• Aim of the exercise
The response must contain every line from the records below that has "Foscolo".

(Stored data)

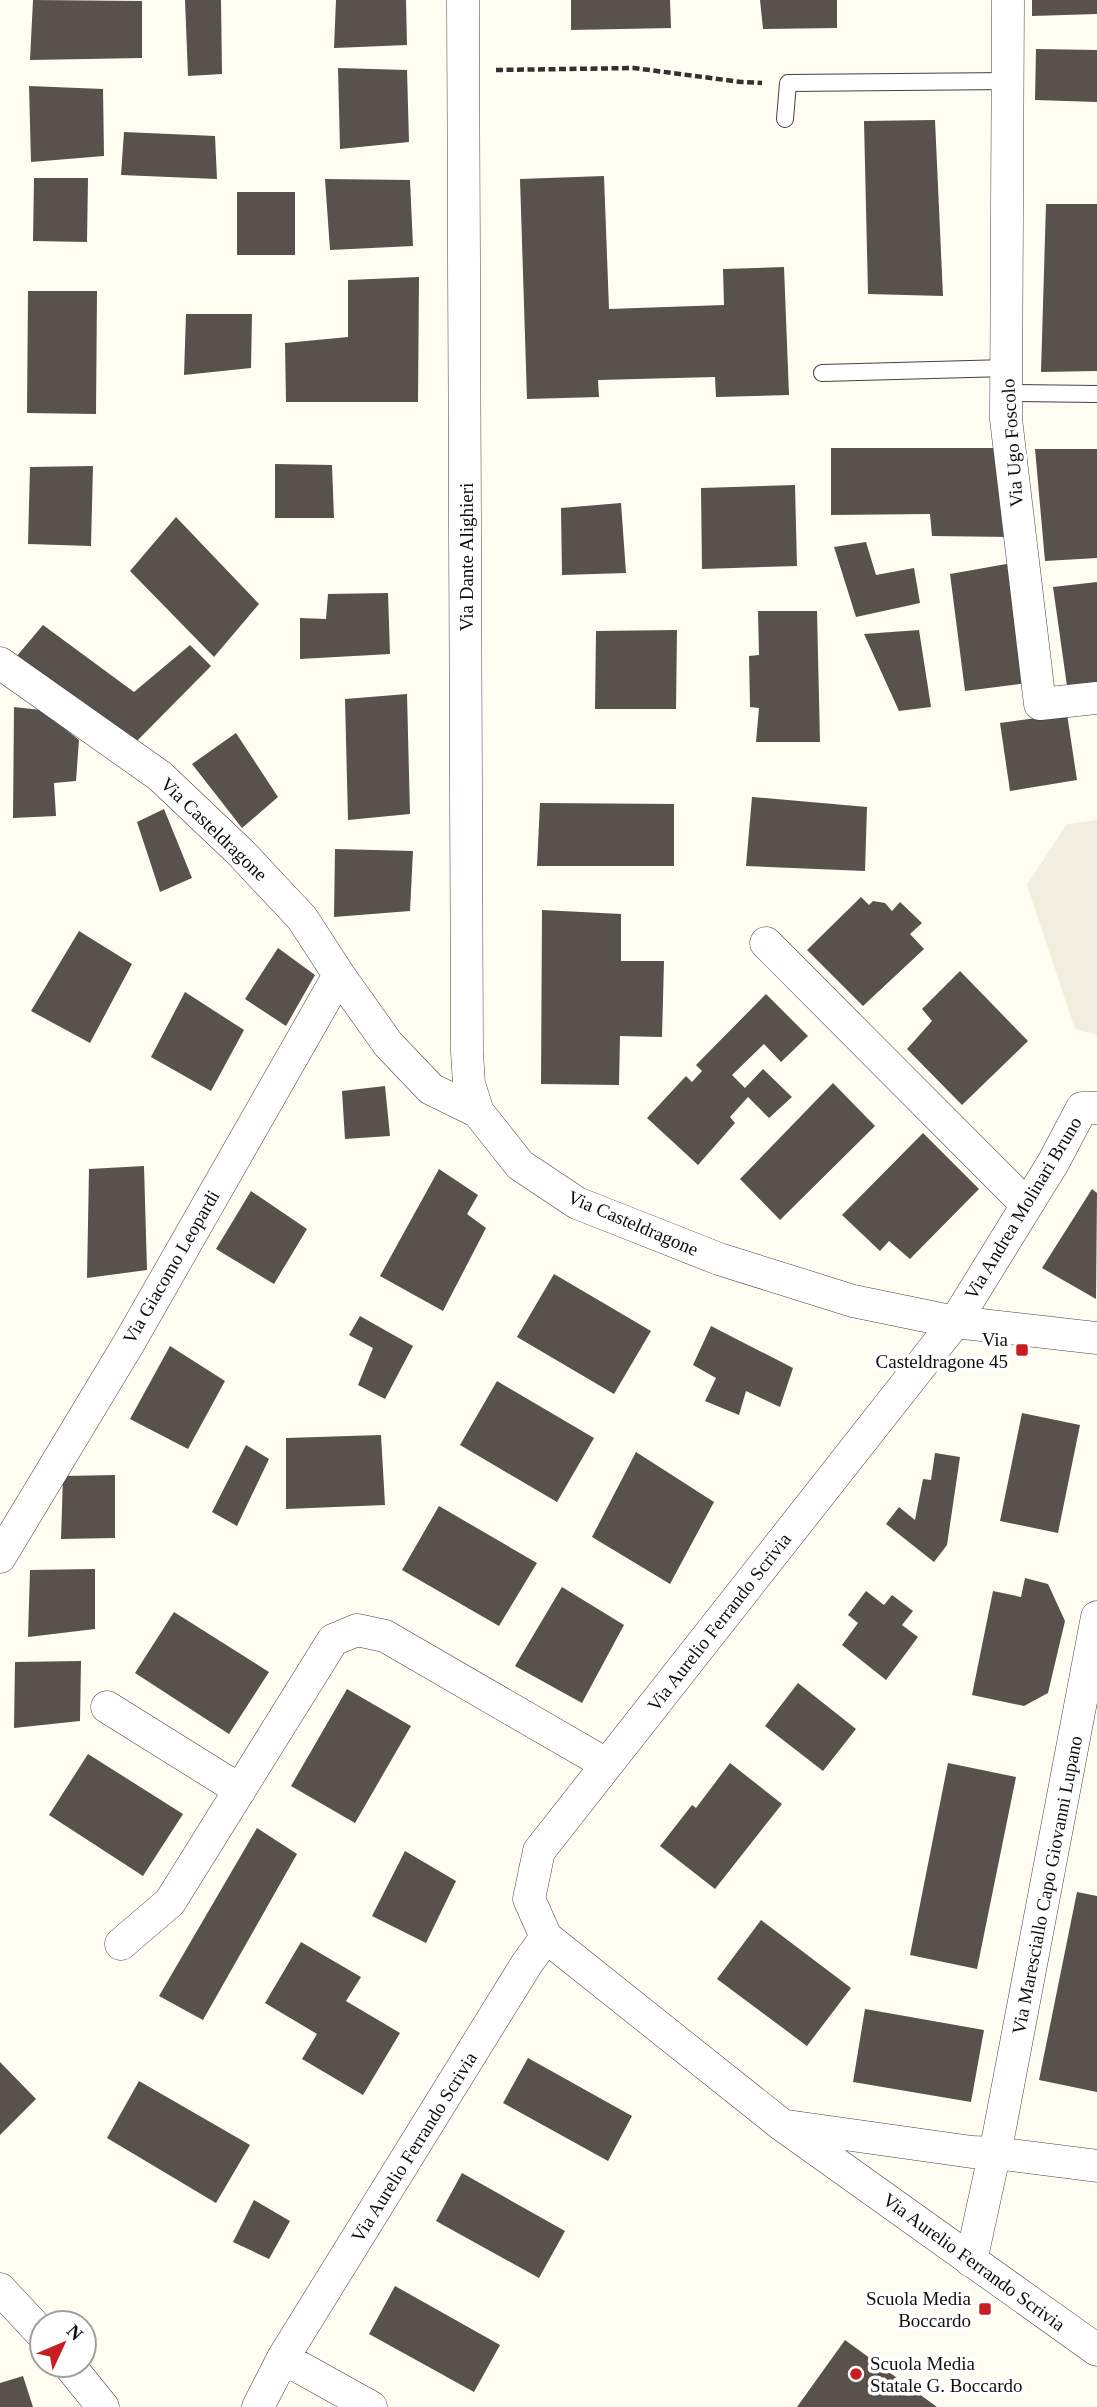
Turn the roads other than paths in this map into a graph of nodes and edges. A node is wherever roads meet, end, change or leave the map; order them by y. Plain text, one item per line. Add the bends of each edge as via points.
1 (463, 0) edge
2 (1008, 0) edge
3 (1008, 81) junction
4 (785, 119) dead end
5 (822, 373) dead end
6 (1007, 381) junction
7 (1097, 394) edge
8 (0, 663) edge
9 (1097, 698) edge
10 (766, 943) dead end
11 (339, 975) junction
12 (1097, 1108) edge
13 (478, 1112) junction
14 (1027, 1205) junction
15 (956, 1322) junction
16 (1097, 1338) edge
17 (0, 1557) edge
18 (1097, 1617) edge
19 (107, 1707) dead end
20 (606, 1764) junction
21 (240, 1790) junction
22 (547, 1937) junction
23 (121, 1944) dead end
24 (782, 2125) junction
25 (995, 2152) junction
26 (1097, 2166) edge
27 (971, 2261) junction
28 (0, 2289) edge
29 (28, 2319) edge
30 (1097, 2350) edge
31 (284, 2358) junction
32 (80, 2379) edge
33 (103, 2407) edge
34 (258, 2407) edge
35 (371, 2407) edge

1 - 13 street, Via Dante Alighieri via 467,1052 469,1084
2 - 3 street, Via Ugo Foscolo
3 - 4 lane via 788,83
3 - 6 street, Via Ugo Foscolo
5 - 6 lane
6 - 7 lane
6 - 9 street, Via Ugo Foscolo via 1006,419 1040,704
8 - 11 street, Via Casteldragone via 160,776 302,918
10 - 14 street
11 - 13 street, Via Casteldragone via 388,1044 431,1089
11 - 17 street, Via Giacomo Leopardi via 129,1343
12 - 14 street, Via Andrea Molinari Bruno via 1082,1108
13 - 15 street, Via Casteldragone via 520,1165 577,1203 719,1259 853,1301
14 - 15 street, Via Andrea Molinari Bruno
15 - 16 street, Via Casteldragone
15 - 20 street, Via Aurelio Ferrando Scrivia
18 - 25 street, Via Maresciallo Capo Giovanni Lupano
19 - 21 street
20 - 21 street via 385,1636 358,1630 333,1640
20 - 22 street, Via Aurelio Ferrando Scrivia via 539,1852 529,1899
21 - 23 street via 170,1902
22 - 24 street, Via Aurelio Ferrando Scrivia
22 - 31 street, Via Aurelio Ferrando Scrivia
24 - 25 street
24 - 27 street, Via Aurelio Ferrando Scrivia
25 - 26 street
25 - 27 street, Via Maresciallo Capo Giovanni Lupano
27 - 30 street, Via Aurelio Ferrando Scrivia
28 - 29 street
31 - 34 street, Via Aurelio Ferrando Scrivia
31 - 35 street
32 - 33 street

• Expected answer
2 - 3 street, Via Ugo Foscolo
3 - 6 street, Via Ugo Foscolo
6 - 9 street, Via Ugo Foscolo via 1006,419 1040,704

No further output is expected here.